Sunday, May 09, 2010

Labour Vultures Begin to Circle Brown's Corpse

Miliband, Johnson bidding to take over Labour leadership

Gordon Brown has yet to resign as Prime Minister of Britain. Yet prospective successors seemingly have already begun lining up to replace him.

David Miliband, Brown's Foreign Secretary, is being described as a likely successor.

Likewise for Alan Johnson, who insists that he has no ambition to replace Brown as Prime Minister, but is willing to run for the party leadership should David Cameron assume the office of Prime Minister.

"The Prime Minister has to be either David Cameron or Gordon Brown," Johnson announced. "I don't see any scenario where the Liberal Democrats could demand that Gordon Brown stands down."

For Johnson, new leadership in exchange for a deal to form the government -- as some speculation has held -- is out of the question.

"They are not in a strong enough position to dictate who the leader should be."

"I think the public would scratch their heads after watching Brown, Cameron and Clegg in the TV debates and then got someone completely different as Prime Minister," he continued. "That wouldn't work."

Of course, whether or not Gordon Brown steps down as Labour leader will be up to him. But if Brown does decide to step down -- or is turfed by his party -- British bookies have Miliband as the favourite to succeed him.

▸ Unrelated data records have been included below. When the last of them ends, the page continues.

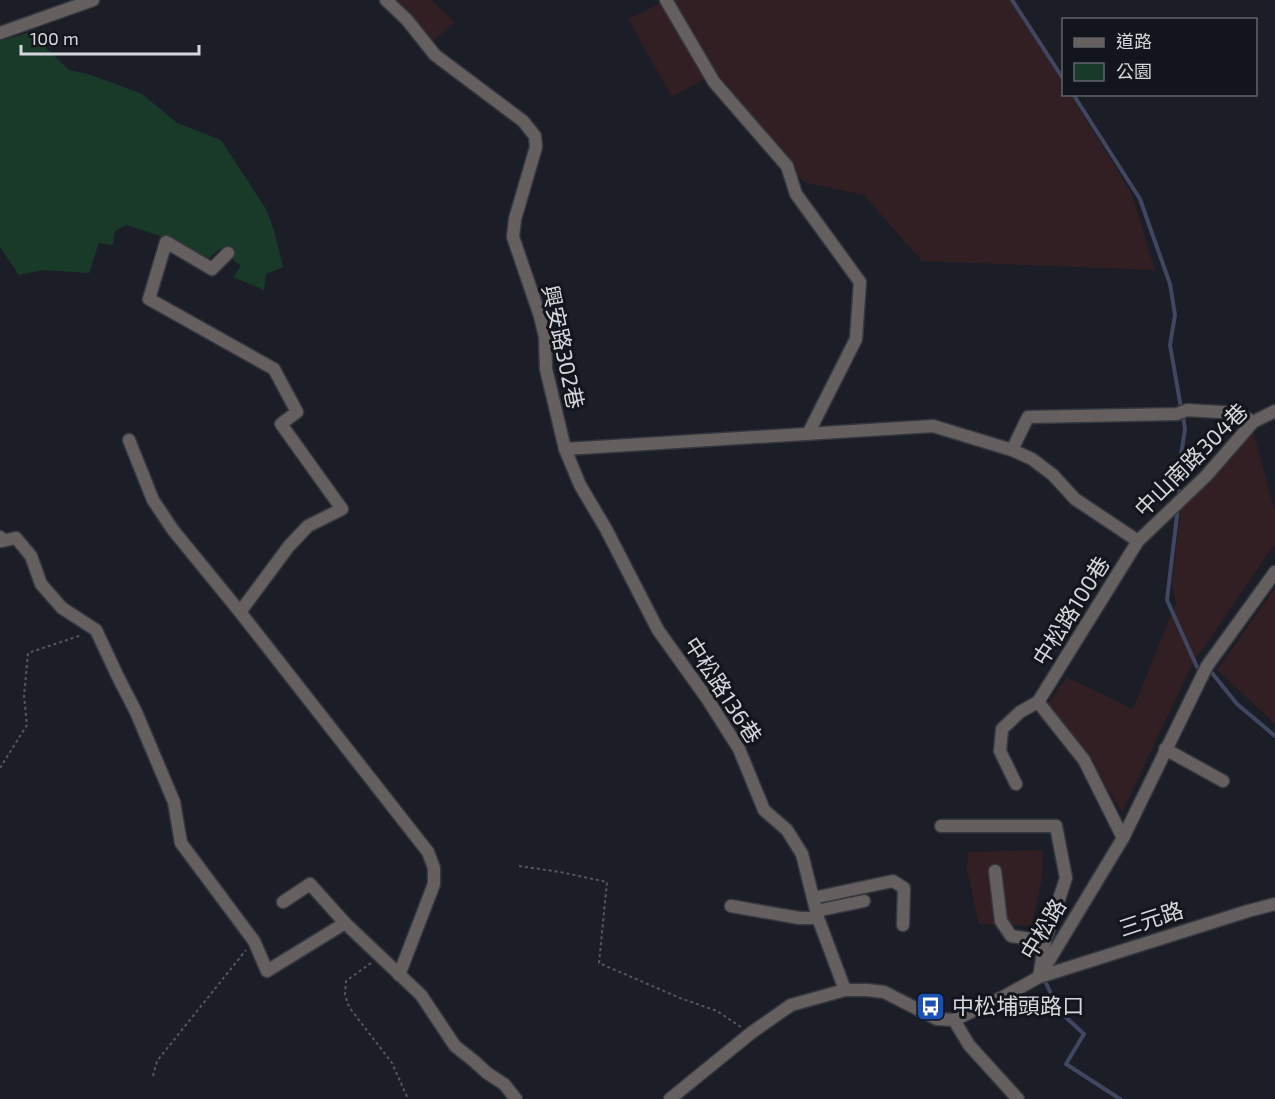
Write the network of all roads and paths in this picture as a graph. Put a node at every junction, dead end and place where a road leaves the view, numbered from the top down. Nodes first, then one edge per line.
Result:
1 (93, 0) edge
2 (386, 0) edge
3 (666, 0) edge
4 (0, 33) edge
5 (228, 253) dead end
6 (1275, 411) edge
7 (1253, 422) junction
8 (808, 434) junction
9 (129, 440) dead end
10 (565, 450) junction
11 (1012, 450) junction
12 (0, 537) edge
13 (1138, 541) junction
14 (1275, 572) edge
15 (240, 612) junction
16 (96, 630) junction
17 (1038, 702) junction
18 (1165, 749) junction
19 (0, 768) edge
20 (1222, 781) dead end
21 (1016, 784) dead end
22 (942, 826) dead end
23 (1123, 838) junction
24 (519, 866) dead end
25 (995, 871) dead end
26 (813, 898) junction
27 (864, 901) dead end
28 (283, 902) dead end
29 (1275, 904) edge
30 (731, 906) dead end
31 (817, 914) junction
32 (345, 923) junction
33 (903, 925) dead end
34 (254, 941) junction
35 (1045, 941) junction
36 (381, 958) junction
37 (399, 975) junction
38 (1039, 977) junction
39 (845, 990) junction
40 (954, 1020) junction
41 (751, 1033) junction
42 (153, 1076) dead end
43 (408, 1099) edge
44 (516, 1099) edge
45 (670, 1099) edge
46 (1018, 1099) edge

1 - 4 street
2 - 10 street, 興安路302巷
3 - 8 street
5 - 15 street
6 - 7 street, 中山南路304巷
7 - 11 street
7 - 13 street, 中山南路304巷
8 - 10 street
8 - 11 street
9 - 15 street
10 - 26 street, 中松路136巷
11 - 13 street
12 - 16 street
13 - 17 street, 中松路100巷
14 - 18 street, 中松路
15 - 37 street
16 - 19 path
16 - 34 street
17 - 21 street, 中松路100巷
17 - 23 street
18 - 20 street
18 - 23 street, 中松路
22 - 35 street
23 - 38 street, 中松路
24 - 41 path
25 - 35 street
26 - 31 street, 中松路136巷
26 - 33 street
27 - 31 street
28 - 32 street
29 - 38 street, 三元路
30 - 31 street
31 - 39 street, 中松路136巷
32 - 34 street
32 - 36 street
34 - 42 path
35 - 38 street
36 - 37 street
36 - 43 path
37 - 44 street
38 - 40 street, 中松路
39 - 40 street
39 - 41 street
40 - 46 street
41 - 45 street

  1. What will Cameron negotiate away to get the Lib-Democrat support?

    This reminds me of the coalition problem we had in November 2008. Should be fun, let's see how much Clegg demands for his cooperation.

  2. Cameron will likely have to give up some of his austerity plans -- the Tories had planned to cut six billion pounds sterling from the national budget. Likewise, Cameron will have to find a way to re-structure public taxation, and hold a referendum on electoral reform -- most likely on proportional representation.

    I imagine that Cameron will have to settle for 4 billion pounds of budget cuts. The referendum is as much a gamble as anything else -- Britons may reject it, just as Canadians have rejected a variety of PR schemes.